PROVIDED RECORDS Start Marker

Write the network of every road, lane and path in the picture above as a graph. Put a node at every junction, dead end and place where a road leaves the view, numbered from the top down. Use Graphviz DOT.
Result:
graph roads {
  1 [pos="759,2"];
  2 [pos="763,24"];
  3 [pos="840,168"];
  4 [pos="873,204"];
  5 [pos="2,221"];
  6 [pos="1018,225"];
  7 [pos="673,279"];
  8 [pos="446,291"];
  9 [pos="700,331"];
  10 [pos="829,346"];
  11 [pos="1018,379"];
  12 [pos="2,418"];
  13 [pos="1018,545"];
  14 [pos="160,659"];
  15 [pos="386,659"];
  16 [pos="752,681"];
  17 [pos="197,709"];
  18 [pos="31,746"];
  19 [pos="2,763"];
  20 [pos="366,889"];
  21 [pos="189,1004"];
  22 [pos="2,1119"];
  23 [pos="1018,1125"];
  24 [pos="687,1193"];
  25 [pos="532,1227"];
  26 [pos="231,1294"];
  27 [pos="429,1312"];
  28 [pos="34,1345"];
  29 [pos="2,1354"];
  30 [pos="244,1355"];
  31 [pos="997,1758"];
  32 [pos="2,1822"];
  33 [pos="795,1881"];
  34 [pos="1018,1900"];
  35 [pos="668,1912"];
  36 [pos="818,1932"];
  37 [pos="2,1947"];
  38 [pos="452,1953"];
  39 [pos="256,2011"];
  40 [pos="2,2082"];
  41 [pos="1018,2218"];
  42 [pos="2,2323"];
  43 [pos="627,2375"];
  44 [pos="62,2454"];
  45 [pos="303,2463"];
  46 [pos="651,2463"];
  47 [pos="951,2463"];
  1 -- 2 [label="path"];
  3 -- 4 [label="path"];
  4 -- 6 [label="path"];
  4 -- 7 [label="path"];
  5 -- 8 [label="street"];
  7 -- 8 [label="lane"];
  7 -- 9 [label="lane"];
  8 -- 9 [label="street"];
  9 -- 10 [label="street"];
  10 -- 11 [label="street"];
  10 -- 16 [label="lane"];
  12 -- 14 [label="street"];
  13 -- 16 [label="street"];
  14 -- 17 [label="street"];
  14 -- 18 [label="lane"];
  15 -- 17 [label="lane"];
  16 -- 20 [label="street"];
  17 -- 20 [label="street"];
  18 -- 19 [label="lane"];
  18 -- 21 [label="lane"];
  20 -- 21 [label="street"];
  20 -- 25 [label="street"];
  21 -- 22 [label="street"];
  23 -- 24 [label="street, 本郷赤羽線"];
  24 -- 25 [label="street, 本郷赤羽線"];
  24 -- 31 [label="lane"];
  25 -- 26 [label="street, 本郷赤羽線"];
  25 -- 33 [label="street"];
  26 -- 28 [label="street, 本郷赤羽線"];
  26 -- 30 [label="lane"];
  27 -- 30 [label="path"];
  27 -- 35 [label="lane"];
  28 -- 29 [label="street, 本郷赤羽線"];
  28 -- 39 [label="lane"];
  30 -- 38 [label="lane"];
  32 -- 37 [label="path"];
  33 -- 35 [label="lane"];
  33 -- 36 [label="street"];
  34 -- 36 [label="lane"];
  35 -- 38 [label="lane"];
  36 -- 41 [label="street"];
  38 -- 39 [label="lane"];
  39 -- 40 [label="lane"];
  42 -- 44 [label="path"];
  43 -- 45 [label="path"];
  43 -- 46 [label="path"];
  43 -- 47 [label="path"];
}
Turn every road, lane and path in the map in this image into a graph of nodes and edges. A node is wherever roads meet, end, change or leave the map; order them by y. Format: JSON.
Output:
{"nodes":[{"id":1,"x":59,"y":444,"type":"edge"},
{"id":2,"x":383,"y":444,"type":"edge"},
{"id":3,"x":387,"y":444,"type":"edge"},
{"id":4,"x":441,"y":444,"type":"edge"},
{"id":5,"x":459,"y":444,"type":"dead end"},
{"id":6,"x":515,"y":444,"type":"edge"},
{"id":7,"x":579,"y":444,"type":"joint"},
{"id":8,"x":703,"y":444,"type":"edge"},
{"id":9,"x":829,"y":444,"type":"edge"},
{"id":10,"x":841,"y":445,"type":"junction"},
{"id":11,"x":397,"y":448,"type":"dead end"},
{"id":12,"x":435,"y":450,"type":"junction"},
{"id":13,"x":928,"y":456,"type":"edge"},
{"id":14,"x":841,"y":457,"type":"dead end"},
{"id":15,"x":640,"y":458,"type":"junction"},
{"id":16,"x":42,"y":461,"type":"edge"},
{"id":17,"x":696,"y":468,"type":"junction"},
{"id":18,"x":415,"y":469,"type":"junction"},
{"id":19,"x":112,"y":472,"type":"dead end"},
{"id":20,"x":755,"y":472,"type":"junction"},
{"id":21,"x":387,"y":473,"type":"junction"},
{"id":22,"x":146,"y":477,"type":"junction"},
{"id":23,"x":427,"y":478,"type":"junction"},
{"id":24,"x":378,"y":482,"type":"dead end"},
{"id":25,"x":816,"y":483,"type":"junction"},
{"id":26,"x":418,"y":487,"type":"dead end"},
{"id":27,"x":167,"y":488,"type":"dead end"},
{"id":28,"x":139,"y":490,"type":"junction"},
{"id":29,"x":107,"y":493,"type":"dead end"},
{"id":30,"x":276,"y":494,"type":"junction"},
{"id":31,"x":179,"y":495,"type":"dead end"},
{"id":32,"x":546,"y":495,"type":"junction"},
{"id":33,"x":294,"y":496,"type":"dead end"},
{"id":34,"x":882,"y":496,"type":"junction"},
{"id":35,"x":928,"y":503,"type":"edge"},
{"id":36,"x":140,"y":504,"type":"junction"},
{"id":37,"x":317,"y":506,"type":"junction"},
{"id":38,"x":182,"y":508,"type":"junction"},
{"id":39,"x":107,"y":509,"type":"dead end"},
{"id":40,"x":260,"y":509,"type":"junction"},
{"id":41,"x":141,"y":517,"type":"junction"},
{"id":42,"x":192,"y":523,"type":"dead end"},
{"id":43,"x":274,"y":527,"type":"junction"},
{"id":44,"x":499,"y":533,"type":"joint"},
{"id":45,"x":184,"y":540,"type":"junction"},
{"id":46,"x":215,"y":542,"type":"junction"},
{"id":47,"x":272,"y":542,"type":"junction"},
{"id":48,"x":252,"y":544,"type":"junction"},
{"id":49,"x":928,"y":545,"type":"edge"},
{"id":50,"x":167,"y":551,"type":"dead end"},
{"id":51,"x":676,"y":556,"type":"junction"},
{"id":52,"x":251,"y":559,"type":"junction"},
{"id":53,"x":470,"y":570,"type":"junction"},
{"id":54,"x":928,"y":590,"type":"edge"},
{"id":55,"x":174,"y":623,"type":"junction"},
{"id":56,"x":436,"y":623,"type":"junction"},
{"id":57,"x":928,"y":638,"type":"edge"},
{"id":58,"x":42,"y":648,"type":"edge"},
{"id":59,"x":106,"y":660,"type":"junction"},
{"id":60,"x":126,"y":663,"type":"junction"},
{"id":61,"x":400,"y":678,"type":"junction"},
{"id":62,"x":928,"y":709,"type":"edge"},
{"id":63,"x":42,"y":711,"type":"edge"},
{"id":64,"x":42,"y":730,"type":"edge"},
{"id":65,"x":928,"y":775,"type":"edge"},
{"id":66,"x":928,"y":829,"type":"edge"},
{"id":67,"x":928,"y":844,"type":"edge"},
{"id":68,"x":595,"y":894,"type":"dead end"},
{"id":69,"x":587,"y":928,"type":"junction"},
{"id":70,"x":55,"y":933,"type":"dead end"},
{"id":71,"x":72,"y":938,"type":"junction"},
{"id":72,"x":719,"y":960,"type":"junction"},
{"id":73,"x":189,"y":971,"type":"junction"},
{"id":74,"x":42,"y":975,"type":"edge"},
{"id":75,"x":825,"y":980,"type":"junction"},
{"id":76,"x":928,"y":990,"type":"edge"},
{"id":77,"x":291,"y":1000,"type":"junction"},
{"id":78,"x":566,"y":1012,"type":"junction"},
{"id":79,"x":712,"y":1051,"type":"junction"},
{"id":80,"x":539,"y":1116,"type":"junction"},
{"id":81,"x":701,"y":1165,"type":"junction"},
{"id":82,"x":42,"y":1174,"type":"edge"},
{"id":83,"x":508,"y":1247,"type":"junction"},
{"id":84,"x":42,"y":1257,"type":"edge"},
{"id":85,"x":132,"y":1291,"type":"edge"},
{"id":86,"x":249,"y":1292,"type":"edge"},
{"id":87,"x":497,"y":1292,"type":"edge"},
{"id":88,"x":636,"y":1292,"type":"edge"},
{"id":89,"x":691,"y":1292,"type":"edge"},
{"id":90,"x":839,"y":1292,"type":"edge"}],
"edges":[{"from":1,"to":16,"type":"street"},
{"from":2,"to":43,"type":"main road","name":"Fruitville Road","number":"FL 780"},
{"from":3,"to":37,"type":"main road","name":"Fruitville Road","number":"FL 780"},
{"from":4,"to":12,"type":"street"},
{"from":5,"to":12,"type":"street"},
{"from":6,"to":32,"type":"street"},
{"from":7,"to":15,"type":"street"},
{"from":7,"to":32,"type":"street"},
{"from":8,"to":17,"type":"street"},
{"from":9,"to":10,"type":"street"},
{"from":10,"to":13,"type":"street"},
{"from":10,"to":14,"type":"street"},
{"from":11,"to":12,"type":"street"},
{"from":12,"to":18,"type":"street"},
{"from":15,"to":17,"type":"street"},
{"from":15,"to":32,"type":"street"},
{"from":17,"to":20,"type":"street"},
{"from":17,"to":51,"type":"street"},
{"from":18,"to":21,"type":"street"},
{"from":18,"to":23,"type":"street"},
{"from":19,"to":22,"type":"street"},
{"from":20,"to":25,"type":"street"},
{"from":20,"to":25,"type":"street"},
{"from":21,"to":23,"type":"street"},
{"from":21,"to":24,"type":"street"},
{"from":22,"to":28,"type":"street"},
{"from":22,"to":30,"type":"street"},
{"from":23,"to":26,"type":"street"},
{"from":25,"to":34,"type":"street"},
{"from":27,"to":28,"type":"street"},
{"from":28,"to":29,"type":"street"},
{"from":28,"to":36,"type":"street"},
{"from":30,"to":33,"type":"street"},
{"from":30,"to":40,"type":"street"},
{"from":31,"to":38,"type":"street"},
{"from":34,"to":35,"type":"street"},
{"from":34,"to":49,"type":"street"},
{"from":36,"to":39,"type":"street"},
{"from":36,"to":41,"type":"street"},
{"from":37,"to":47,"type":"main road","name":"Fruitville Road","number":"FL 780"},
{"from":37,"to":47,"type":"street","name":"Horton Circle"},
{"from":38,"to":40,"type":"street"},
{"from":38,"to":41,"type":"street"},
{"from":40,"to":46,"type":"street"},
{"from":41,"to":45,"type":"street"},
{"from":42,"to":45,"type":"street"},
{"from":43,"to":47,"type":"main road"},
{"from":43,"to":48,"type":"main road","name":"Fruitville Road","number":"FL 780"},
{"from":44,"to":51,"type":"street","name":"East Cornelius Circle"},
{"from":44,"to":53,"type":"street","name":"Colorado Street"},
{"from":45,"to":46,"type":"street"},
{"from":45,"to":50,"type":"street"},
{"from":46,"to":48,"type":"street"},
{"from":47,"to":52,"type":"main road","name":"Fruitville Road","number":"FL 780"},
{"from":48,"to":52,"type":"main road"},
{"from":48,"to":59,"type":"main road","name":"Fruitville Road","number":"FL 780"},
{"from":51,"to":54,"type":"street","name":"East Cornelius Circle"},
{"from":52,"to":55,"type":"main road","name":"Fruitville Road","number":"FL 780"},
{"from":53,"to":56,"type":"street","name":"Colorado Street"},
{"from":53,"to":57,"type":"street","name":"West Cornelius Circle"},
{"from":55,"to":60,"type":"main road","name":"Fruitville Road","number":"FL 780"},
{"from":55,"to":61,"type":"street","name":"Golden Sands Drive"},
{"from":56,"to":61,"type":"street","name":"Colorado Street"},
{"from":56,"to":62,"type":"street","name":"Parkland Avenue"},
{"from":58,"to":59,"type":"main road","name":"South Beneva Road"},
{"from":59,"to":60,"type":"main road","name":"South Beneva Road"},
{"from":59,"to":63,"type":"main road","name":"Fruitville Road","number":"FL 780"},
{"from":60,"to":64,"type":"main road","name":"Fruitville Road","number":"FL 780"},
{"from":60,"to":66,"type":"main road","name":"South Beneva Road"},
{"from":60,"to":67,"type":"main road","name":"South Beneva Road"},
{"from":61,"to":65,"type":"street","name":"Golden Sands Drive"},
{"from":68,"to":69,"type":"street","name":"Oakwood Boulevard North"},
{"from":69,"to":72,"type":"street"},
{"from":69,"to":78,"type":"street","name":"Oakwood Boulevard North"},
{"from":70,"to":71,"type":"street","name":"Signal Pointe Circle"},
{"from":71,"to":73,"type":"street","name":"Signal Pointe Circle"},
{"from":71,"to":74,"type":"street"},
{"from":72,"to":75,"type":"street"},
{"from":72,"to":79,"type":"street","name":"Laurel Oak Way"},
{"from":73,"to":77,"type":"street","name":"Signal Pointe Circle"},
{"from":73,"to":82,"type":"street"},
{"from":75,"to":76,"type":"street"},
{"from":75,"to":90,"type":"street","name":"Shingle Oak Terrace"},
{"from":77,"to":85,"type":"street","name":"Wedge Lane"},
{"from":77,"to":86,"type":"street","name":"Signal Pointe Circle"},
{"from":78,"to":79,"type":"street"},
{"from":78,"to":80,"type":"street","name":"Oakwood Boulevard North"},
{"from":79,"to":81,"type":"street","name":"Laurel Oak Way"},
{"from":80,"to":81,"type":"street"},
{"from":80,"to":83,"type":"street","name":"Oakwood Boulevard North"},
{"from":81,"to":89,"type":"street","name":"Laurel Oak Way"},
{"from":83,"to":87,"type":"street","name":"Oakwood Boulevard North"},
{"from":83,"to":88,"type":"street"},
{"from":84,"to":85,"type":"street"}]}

PROVIDED RECORDS End Marker

Please copy each line of the entries in which the word "Golden" shows up.

{"from":55,"to":61,"type":"street","name":"Golden Sands Drive"},
{"from":61,"to":65,"type":"street","name":"Golden Sands Drive"},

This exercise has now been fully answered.